It wasn't always so.
There was a time, not so long ago, when I enjoyed my trips to the local courthouse to see what was going on in the justice system. Trials are rarely as interesting as they seem on TV, but if things got too dull, you could always head for the records room, to get the inside scoop on any number of cases. The clerks were friendly, and the information contained in a court file -- whether it's a divorce, a bankruptcy, a civil suit or a criminal prosecution -- could shed light on the situation that you can find nowhere else.
Public records such as court documents are the lifeblood of journalism. If we don't have them, there's no way to check the veracity of what your interview subjects tell you, or discover the things they don't want to tell you. And if we don't have them, the general public never finds out what's in them.
Why the changes? For years, hand-wringers in the judicial system have fretted over largely hypothetical "privacy issues" involving court files. State courts now routinely redact the names of sexual assault victims in court records, for example -- even though newspapers have voluntary but mightily consistent policies of not publishing such names. That's not in itself a barrier to access, of course, but the officious lords of the court have taken this logic several steps further, decreeing that all sorts of files must be expunged of all sorts of "personal" information -- from driver's license numbers to addresses to the reported income of someone who applies for taxpayer-funded legal assistance -- before the great unwashed are allowed to view such records.
One of the governing documents in all this nonsense is a 2005 directive from the Chief Justice of the Colorado Supreme Court, the aptly-named Mary Mullarkey, that went into effect at the end of 2006. You can read it here if you've got the stomach for Orwellian doublespeak. For those who don't, let me summarize: Chief Justice Directive 05-01 begins by declaring that the purpose of the policy is to "maximize accessibility to court records," then goes on to detail page after page of exceptions and exclusions that makes the whole idea of accessiblity an absurdist joke. It forbids many types of records from ever being available to the public electronically and indicates all sorts of redactions that should be made in paper records before anyone outside the sacred cabal of the court system can take a peek at them.
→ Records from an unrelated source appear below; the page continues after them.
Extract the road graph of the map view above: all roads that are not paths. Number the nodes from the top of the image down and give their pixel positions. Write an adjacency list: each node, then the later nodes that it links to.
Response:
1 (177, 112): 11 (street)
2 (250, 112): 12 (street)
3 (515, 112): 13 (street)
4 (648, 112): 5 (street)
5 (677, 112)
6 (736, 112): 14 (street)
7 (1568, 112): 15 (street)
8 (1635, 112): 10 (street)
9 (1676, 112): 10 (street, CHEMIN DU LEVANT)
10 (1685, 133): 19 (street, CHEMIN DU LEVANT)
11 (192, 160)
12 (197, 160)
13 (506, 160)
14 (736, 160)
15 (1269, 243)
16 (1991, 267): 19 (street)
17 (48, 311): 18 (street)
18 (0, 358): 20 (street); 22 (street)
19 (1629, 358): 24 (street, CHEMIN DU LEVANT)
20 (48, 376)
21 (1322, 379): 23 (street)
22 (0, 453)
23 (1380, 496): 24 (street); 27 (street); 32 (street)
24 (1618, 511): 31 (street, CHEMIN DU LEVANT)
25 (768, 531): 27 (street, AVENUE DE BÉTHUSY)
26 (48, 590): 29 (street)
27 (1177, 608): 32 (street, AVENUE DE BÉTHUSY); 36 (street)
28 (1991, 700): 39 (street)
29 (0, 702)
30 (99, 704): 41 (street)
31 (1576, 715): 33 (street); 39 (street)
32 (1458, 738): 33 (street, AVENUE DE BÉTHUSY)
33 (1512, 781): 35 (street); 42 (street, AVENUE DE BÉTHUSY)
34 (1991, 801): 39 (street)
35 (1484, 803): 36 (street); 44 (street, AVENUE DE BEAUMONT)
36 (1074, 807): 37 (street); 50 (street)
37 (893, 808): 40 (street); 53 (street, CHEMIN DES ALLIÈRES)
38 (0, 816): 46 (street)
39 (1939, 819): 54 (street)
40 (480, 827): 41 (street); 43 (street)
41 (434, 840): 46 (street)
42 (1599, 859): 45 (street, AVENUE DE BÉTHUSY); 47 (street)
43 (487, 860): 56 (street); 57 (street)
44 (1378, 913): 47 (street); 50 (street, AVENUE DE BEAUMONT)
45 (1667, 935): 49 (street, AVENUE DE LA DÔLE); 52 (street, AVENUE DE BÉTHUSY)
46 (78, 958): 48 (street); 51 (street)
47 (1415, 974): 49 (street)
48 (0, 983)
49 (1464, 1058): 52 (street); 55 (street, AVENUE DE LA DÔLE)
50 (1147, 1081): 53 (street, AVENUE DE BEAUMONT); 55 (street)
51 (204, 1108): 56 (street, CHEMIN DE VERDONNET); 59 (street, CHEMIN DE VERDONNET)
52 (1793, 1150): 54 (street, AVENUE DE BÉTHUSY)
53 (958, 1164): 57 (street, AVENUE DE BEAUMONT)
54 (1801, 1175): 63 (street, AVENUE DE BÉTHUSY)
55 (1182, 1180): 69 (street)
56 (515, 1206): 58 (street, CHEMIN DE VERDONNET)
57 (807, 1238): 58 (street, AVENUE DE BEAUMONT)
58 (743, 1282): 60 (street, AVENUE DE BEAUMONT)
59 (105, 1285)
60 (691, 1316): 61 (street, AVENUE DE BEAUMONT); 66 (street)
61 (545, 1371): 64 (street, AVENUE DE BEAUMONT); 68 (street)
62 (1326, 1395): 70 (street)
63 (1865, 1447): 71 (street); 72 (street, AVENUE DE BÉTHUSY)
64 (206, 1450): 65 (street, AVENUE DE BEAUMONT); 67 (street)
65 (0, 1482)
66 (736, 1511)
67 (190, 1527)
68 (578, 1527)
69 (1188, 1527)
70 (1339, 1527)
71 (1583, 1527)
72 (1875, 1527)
The ostensible reason for this appears to be some all-consuming fear of identity theft. Yet there's not one documented case I'm aware of in which somebody has stolen someone's identity by using court files. The directive is basically a nuclear solution to a nonexistent problem.
Add to this judicial fiat a series of rulings by different judicial districts about how to handle their records, and you have a nightmare of obfuscation that heaps additional work on already short-staffed court clerks and frustrates any member of the public trying to find out if, say, the guy who's dating his sister is (like he says) current on his child support from the last wife and has (like he says) completed his probation.
Often what results from this is not a total shutdown of records but a process of slow torture that amounts to effective denial. On a recent visit to the Arapahoe County courts, I humbly submitted my request for several criminal records. I was told each of the records would have to be redacted, page by page, by a court clerk to eliminate any personal information. No problem, I'd dealt with this before, was prepared for a slight delay, and knew there was slim chance any such information would be found in these files. They'd have to be read just the same, the clerk explained, and also reviewed by "our criminal team." That was a new wrinkle, but okay. Except after some further checking, she announced this was all going to take several days, and one file was so voluminous it was doubtful that I would get to see it before the next Olympics.
So I left with nothing.
In another jurisdiction -- Denver, for instance -- the process isn't nearly as convoluted. But that could change after the new justice center opens. There's always room for more barriers to public access when the whole system is designed to meet the needs of bureaucrats, not citizens.
After years of seeing scrutiny of the justice system whittled away piece by piece, I've come to the shockingly cynical conclusion that the dark-robed high muckamucks of this state really don't want any pesky outsiders inquiring about their work. Certainly, the public's rights seem to take a back seat in Directive 05-01 and all the local mandates that have followed at its heels. And unless the legislature feels public heat to beef up the Open Records Act, there's not much anybody can do. It's certainly pointless to challenge these edicts in court, when the people ultimately deciding the issue are the ones who wrote the edicts in the first place.
What are we losing? Here's one example: Back in 2001, the Rocky Mountain News did a bang-up series called "The Probate Pit," a searing indictment of the corruption and mismanagement of Denver's Probate Court. The piece relied heavily on court documents as well as interviews to show how elderly and impaired people were being plundered and exploited by guardians and conservators who were poorly supervised by court officials who seemed to have their own glaring conflicts of interest.
What's Denver's probate court like now? Hard to know. A 2006 audit pointed out ongoing issues with case backlogs and inadequate follow-up. Anecdotal reports since that time suggest the situation is even worse. But good luck trying to put together a detailed, objective look at the case load. All the guardian and conservator records, the same sort of records the News relied on in 2001 to build its story, are now "suppressed" -- meaning you and I have no business even asking for them.